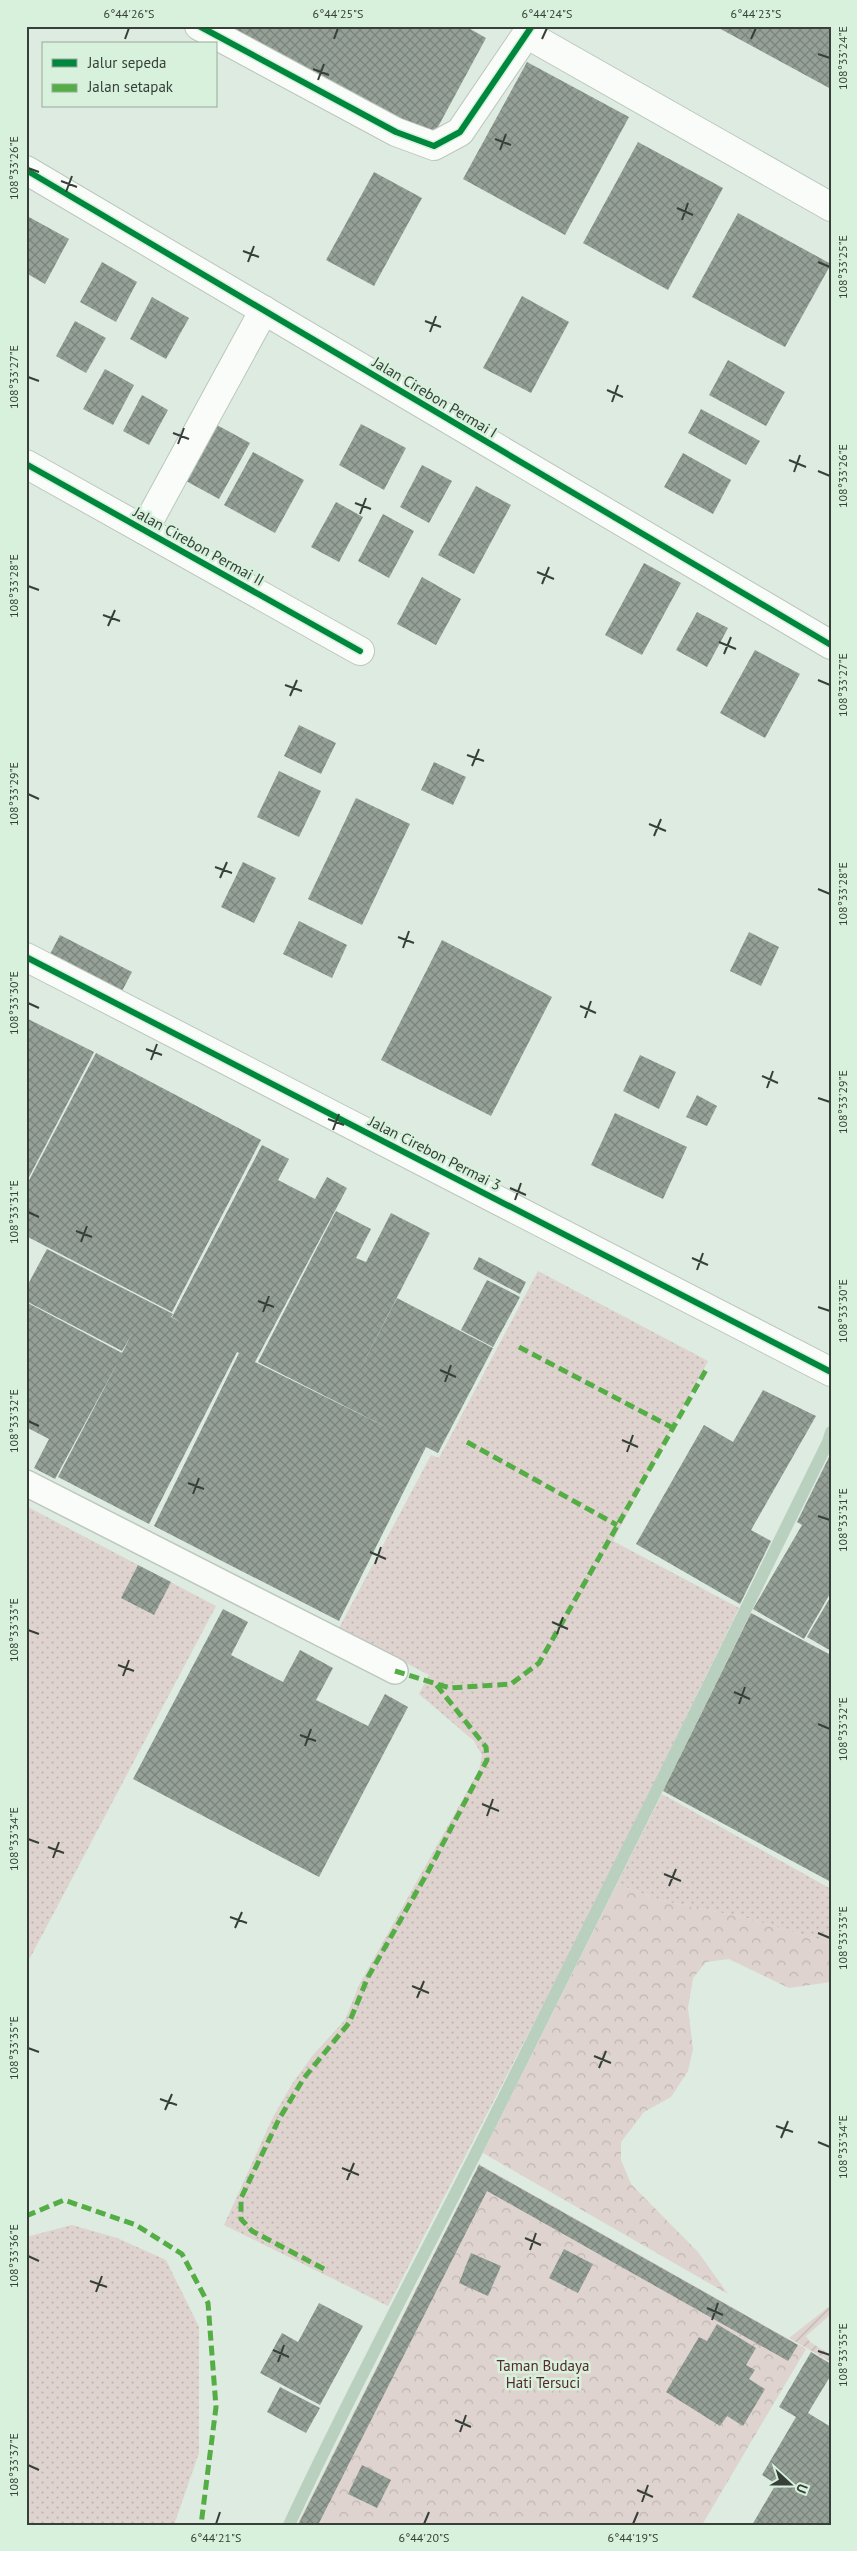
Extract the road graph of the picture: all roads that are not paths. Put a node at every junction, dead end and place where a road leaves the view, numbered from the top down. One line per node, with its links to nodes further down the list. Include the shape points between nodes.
1 (198, 26): 2 (street, via 396,132 434,146 460,132)
2 (530, 31): 4 (street)
3 (26, 170): 5 (street, Jalan Cirebon Permai I)
4 (831, 207)
5 (264, 310): 7 (street); 8 (street, Jalan Cirebon Permai I)
6 (26, 464): 7 (street, Jalan Cirebon Permai II)
7 (144, 530): 9 (street, Jalan Cirebon Permai II)
8 (831, 645)
9 (360, 651)
10 (26, 957): 11 (street, Jalan Cirebon Permai 3)
11 (831, 1372)
12 (26, 1483): 13 (lane)
13 (395, 1670)

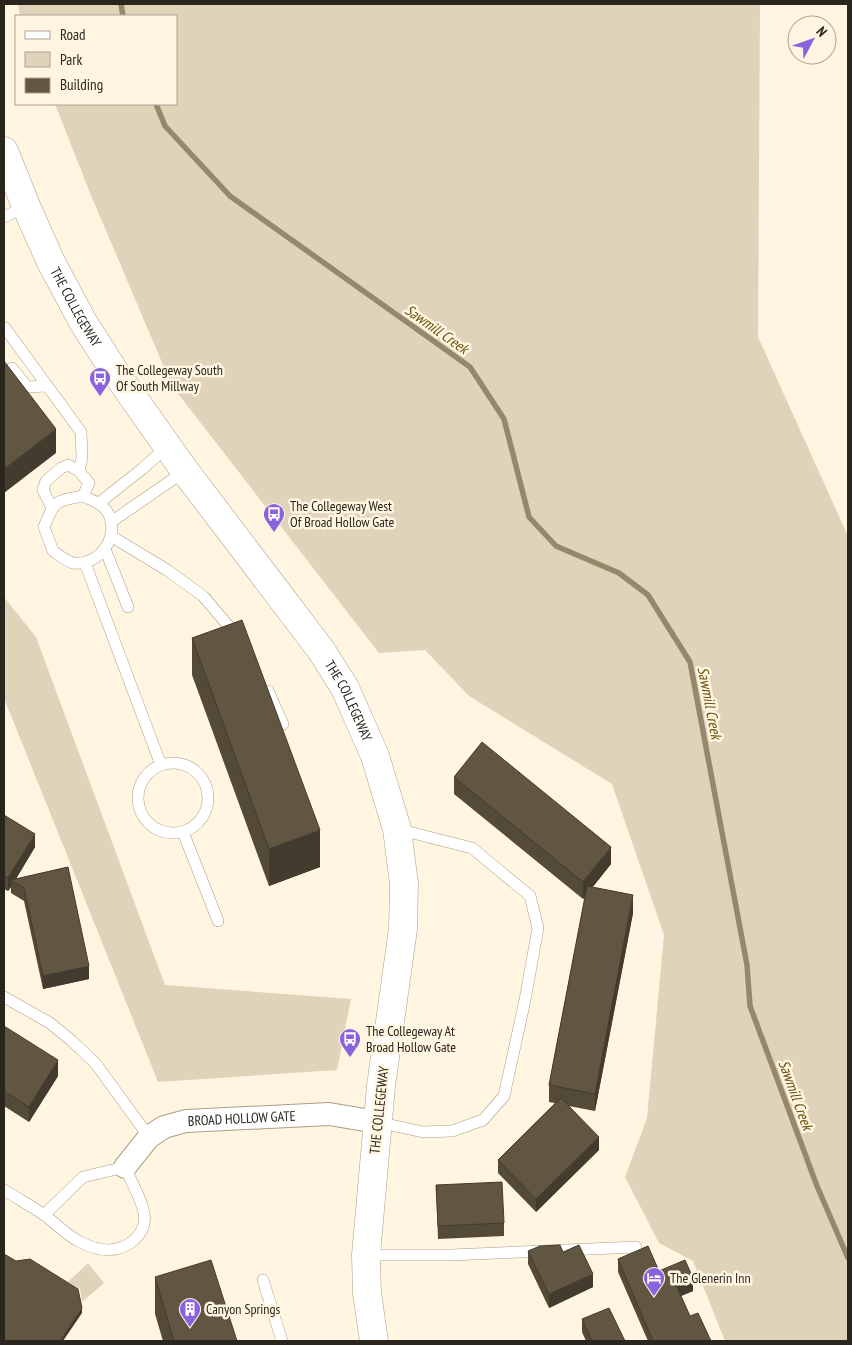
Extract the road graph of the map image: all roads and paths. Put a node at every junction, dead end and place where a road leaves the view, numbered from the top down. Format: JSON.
{"nodes":[{"id":1,"x":4,"y":151,"type":"edge"},
{"id":2,"x":15,"y":212,"type":"edge"},
{"id":3,"x":5,"y":328,"type":"dead end"},
{"id":4,"x":12,"y":368,"type":"edge"},
{"id":5,"x":47,"y":386,"type":"junction"},
{"id":6,"x":167,"y":447,"type":"junction"},
{"id":7,"x":185,"y":471,"type":"junction"},
{"id":8,"x":79,"y":472,"type":"junction"},
{"id":9,"x":83,"y":496,"type":"junction"},
{"id":10,"x":99,"y":503,"type":"junction"},
{"id":11,"x":52,"y":508,"type":"junction"},
{"id":12,"x":111,"y":522,"type":"junction"},
{"id":13,"x":111,"y":536,"type":"junction"},
{"id":14,"x":105,"y":549,"type":"junction"},
{"id":15,"x":85,"y":562,"type":"junction"},
{"id":16,"x":128,"y":607,"type":"dead end"},
{"id":17,"x":242,"y":642,"type":"edge"},
{"id":18,"x":263,"y":680,"type":"edge"},
{"id":19,"x":282,"y":724,"type":"edge"},
{"id":20,"x":161,"y":765,"type":"junction"},
{"id":21,"x":397,"y":829,"type":"junction"},
{"id":22,"x":183,"y":832,"type":"junction"},
{"id":23,"x":218,"y":921,"type":"dead end"},
{"id":24,"x":4,"y":997,"type":"edge"},
{"id":25,"x":377,"y":1122,"type":"junction"},
{"id":26,"x":148,"y":1137,"type":"junction"},
{"id":27,"x":125,"y":1167,"type":"junction"},
{"id":28,"x":4,"y":1190,"type":"edge"},
{"id":29,"x":44,"y":1215,"type":"junction"},
{"id":30,"x":636,"y":1247,"type":"dead end"},
{"id":31,"x":366,"y":1255,"type":"junction"},
{"id":32,"x":263,"y":1280,"type":"dead end"},
{"id":33,"x":282,"y":1341,"type":"edge"},
{"id":34,"x":374,"y":1341,"type":"edge"}],
"edges":[{"from":1,"to":2,"type":"street","name":"THE COLLEGEWAY"},
{"from":2,"to":6,"type":"street","name":"THE COLLEGEWAY"},
{"from":3,"to":5,"type":"lane"},
{"from":4,"to":5,"type":"lane"},
{"from":5,"to":8,"type":"lane"},
{"from":6,"to":7,"type":"street","name":"THE COLLEGEWAY"},
{"from":6,"to":10,"type":"lane"},
{"from":7,"to":12,"type":"lane"},
{"from":7,"to":21,"type":"street","name":"THE COLLEGEWAY"},
{"from":8,"to":9,"type":"lane"},
{"from":8,"to":11,"type":"lane"},
{"from":9,"to":10,"type":"lane"},
{"from":9,"to":11,"type":"lane"},
{"from":10,"to":12,"type":"lane"},
{"from":11,"to":15,"type":"lane"},
{"from":12,"to":13,"type":"lane"},
{"from":13,"to":14,"type":"lane"},
{"from":13,"to":17,"type":"lane"},
{"from":14,"to":15,"type":"lane"},
{"from":14,"to":16,"type":"lane"},
{"from":15,"to":20,"type":"lane"},
{"from":18,"to":19,"type":"lane"},
{"from":20,"to":22,"type":"lane"},
{"from":20,"to":22,"type":"lane"},
{"from":21,"to":25,"type":"street","name":"THE COLLEGEWAY"},
{"from":21,"to":25,"type":"lane"},
{"from":22,"to":23,"type":"lane"},
{"from":24,"to":26,"type":"lane"},
{"from":25,"to":26,"type":"street","name":"BROAD HOLLOW GATE"},
{"from":25,"to":31,"type":"street","name":"THE COLLEGEWAY"},
{"from":26,"to":27,"type":"street","name":"BROAD HOLLOW GATE"},
{"from":27,"to":29,"type":"lane"},
{"from":27,"to":29,"type":"lane"},
{"from":28,"to":29,"type":"lane"},
{"from":30,"to":31,"type":"lane"},
{"from":31,"to":34,"type":"street","name":"THE COLLEGEWAY"},
{"from":32,"to":33,"type":"lane"}]}
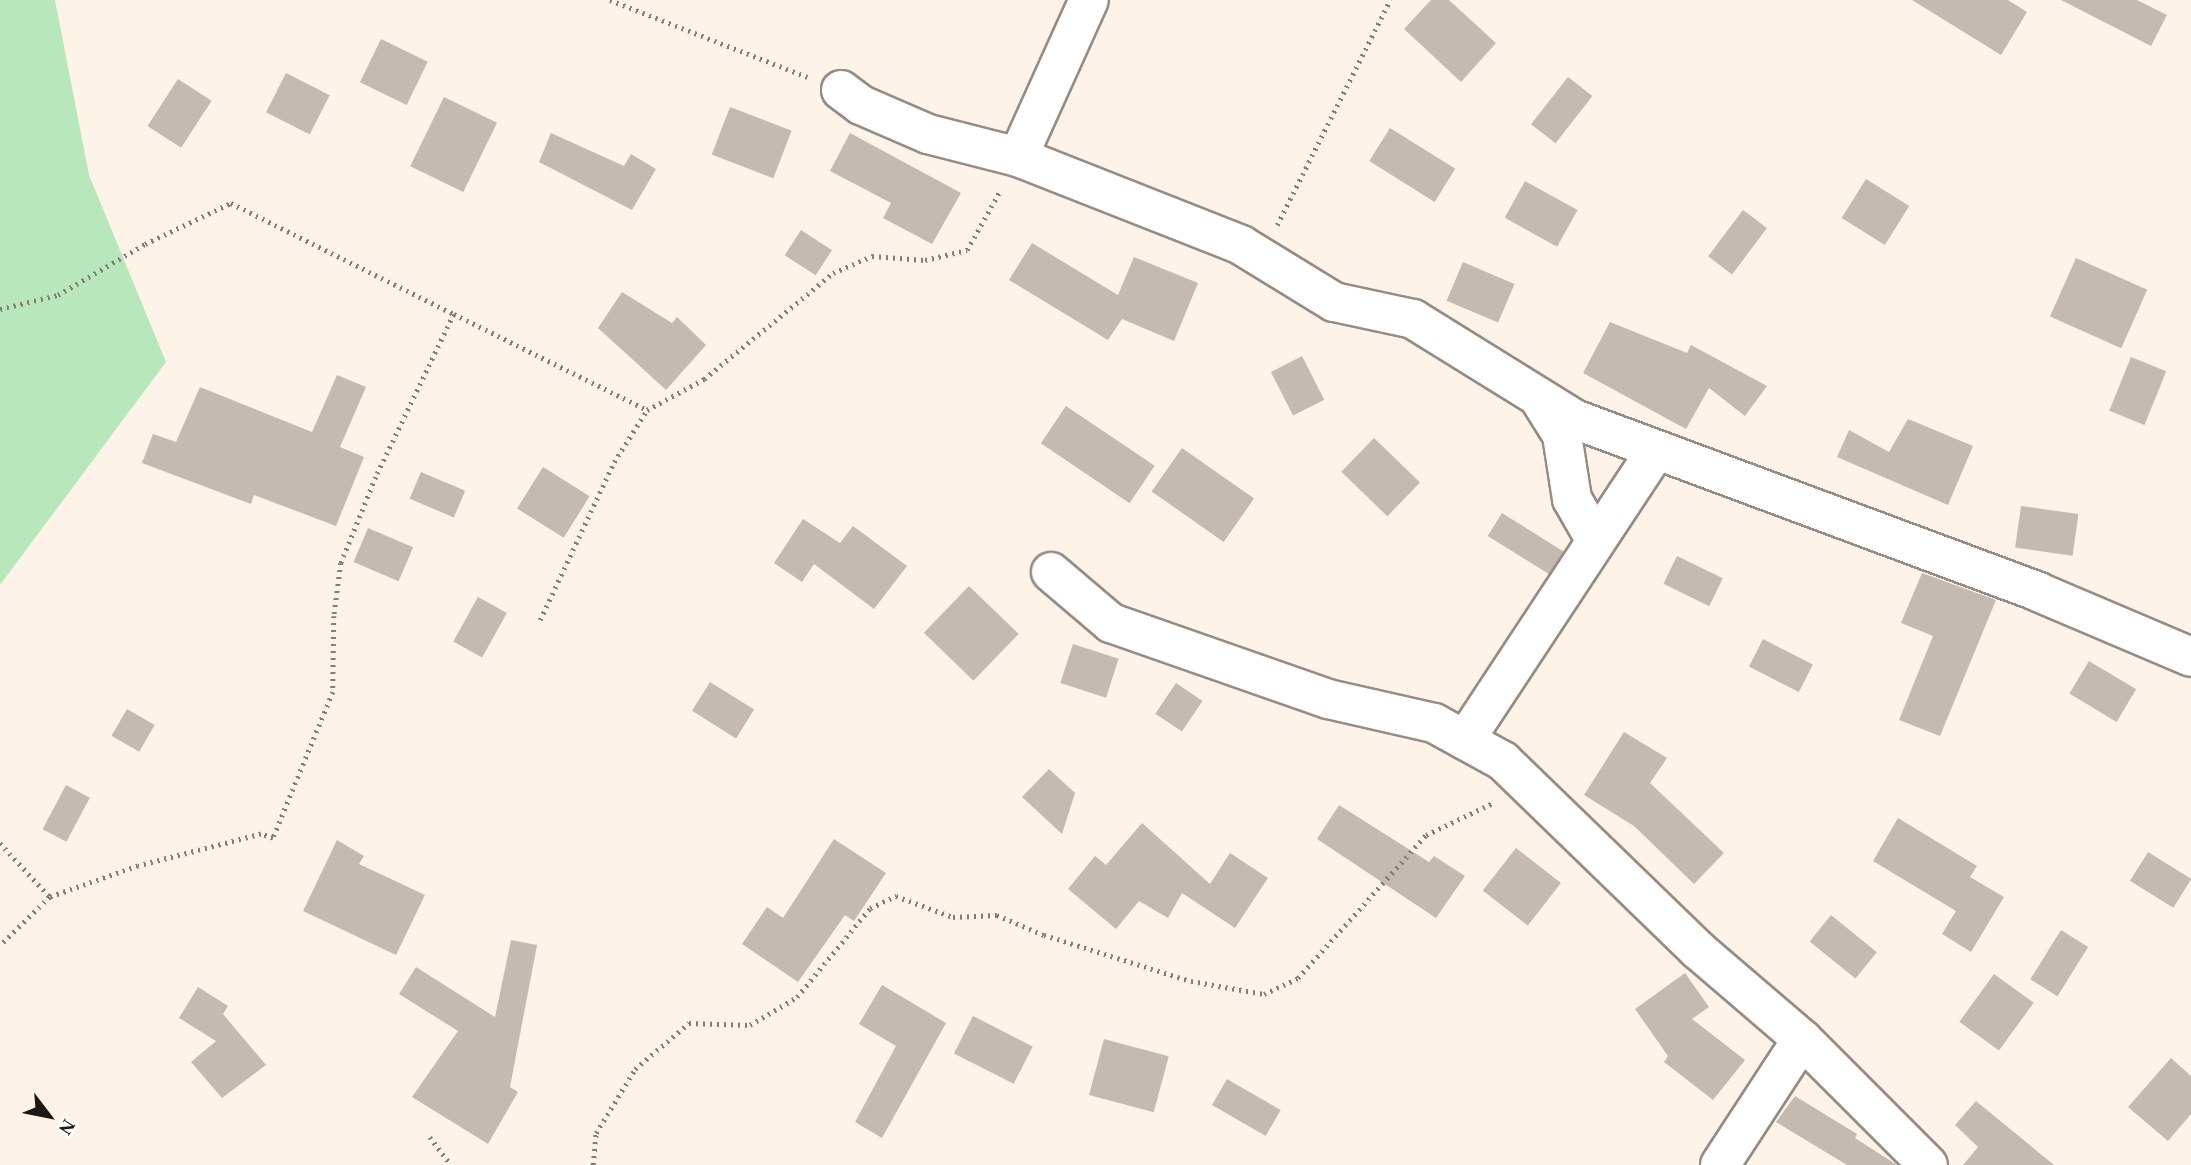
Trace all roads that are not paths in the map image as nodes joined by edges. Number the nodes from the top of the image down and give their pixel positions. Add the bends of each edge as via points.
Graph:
1 (1089, 0) edge
2 (841, 90) road end
3 (1018, 157) junction
4 (1538, 397) junction
5 (1656, 450) junction
6 (1596, 541) junction
7 (1051, 572) dead end
8 (2191, 657) edge
9 (1465, 740) junction
10 (1802, 1039) junction
11 (1720, 1165) edge
12 (1928, 1165) edge

1 - 3 street
2 - 3 street via 861,105 928,134
3 - 4 street via 1117,193 1260,257 1334,302 1413,319
4 - 5 street via 1574,419
4 - 6 street via 1563,435 1572,499
5 - 6 street
5 - 8 street via 2038,592
6 - 9 street
7 - 9 street via 1111,623 1328,699 1434,723
9 - 10 street via 1503,761 1698,950
10 - 11 street
10 - 12 street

+ + + + + + +

EXERCISE DESCRIPTION ->
When a line contains the string "edges", copy it from the records.

RESULT ->
"edges":[{"from":1,"to":2,"type":"street","name":"THE COLLEGEWAY"},
Trace all roads that are not paths in the map image as nodes joined by edges. Number the nodes from the top of the image down and give their pixel positions. Add the bends of each edge as via points.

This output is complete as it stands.